The major indexes continue to trace out lower highs and lower lows in the formation that is all too familiar to investors, a narrow descending channel. The difference between the current downtrend and the prior descending channels since the Nasdaq topped in March, 2000, is that we believe good, long-term chart support exists below and should provide a floor for the market.

However, major resistance lies overhead, and this will put a ceiling on equity prices, so the action is likely to remain choppy for the months ahead.

The rally early last week was anemic from a volume perspective, with daily volume readings well below the 50-day average. The inability of the market to register any kind of follow-through strength is quite common during these narrow bearish trends. Short covering lifts the market for a few days, but there is not enough money coming in off the sidelines -- in other words, investors do not have enough confidence in equities to step back in at this point.

Near-term support for the S&P 500 lies at the recent intraday low of 1078, and for the Nasdaq, at 1772. Another potential area of support for the indexes is derived from a 50% retracement of the gains from September to January and this would target 1054 for the "500" and 1743 for the Nasdaq. Chart support, from the sideways consolidation in October, comes in at 1054 to 1111 for the S&P 500 and 1628 to 1776 for the Nasdaq. These areas of support are likely to limit any near-term damage for the major indexes.
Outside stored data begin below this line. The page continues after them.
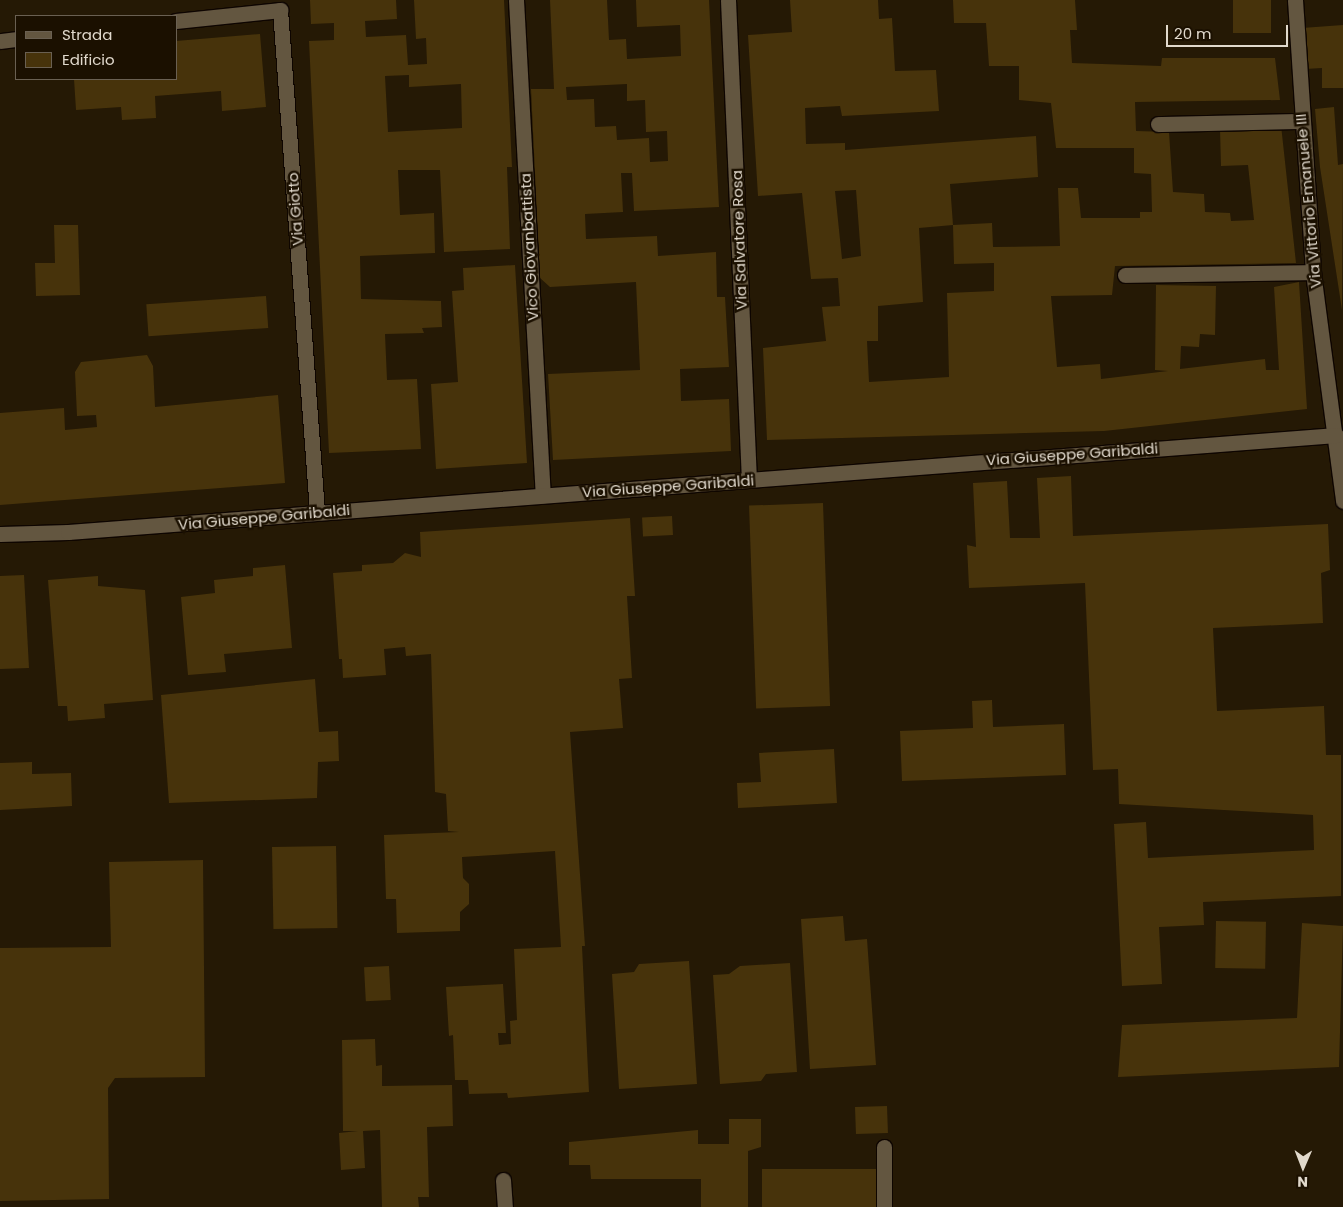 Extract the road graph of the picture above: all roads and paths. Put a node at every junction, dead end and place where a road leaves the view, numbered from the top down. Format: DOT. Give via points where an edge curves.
graph roads {
  1 [pos="516,0"];
  2 [pos="728,0"];
  3 [pos="1295,0"];
  4 [pos="178,21"];
  5 [pos="15,39"];
  6 [pos="0,41"];
  7 [pos="1301,121"];
  8 [pos="1158,124"];
  9 [pos="1313,272"];
  10 [pos="1125,275"];
  11 [pos="1336,400"];
  12 [pos="1336,435"];
  13 [pos="749,480"];
  14 [pos="543,495"];
  15 [pos="1343,501"];
  16 [pos="318,512"];
  17 [pos="0,534"];
  18 [pos="884,1147"];
  19 [pos="503,1180"];
  20 [pos="505,1207"];
  21 [pos="884,1207"];
  1 -- 14 [label="street, Vico Giovanbattista"];
  2 -- 13 [label="street, Via Salvatore Rosa"];
  3 -- 7 [label="street, Via Vittorio Emanuele III"];
  4 -- 16 [label="street, Via Giotto" via="280,10"];
  5 -- 6 [label="street"];
  7 -- 8 [label="street"];
  7 -- 9 [label="street, Via Vittorio Emanuele III"];
  9 -- 10 [label="street"];
  9 -- 11 [label="street, Via Vittorio Emanuele III"];
  11 -- 12 [label="street, Via Vittorio Emanuele III"];
  12 -- 13 [label="street, Via Giuseppe Garibaldi"];
  12 -- 15 [label="street, Via Vittorio Emanuele III"];
  13 -- 14 [label="street, Via Giuseppe Garibaldi"];
  14 -- 16 [label="street, Via Giuseppe Garibaldi"];
  16 -- 17 [label="street, Via Giuseppe Garibaldi" via="68,532"];
  18 -- 21 [label="street"];
  19 -- 20 [label="street"];
}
One clear positive, and an indication that the weakness in equities could be near an end, is the action in the options market. There have been very high readings of put/call ratios on the CBOE. The total CBOE p/c ratio has hit 1.00 or above twice recently, and has also seen two daily readings near 0.98. This high level of put buying vs. call buying is usually bullish and has preceded many market lows. The high daily readings have pushed the 10-day exponential p/c ratio to a bullish 0.86, the highest level since September. The 30-day p/c ratio is also in bullish territory at 0.79.

For the most part, sentiment polls continue their move from bullish estimates towards the market to bearish outlooks, which is positive. The MarketVane poll is showing 36% bulls, down from a recent high of 54%. The Consensus Poll is now 37% bulls, way below the recent high of 62% bulls. A further move for these short-term sentiment polls below 30% would sway these polls into bullish configurations. They both have fallen to below 20% bulls but that occurred during major damage to the market, which we do not see during the current downdraft.

The longer term Investors Intelligence poll of newsletter writers is still stubbornly leaning towards the bullish side, with 47% bulls and only 29.5% bears. The bullish number is down from a recent high of 52.6% and the bearish reading is up from a low of 22.7%.

The very important volume breadth measures on both the NYSE and the Nasdaq remain bearish. As was pointed out, there has been little follow-through strength of late and therefore, little hope that the market has finally turned the corner for an extended advance. Until there is a dramatic improvement in the up/down volume measures, any rally is likely to be followed by further distribution and at best sideways action.

With very substantial support below creating a floor for equities, and an abundance of supply overhead acting as a ceiling, the market is likely to continue its sideways, choppy action over the short-to-intermediate term. This is a great market for traders but a terrible one for long-term investors.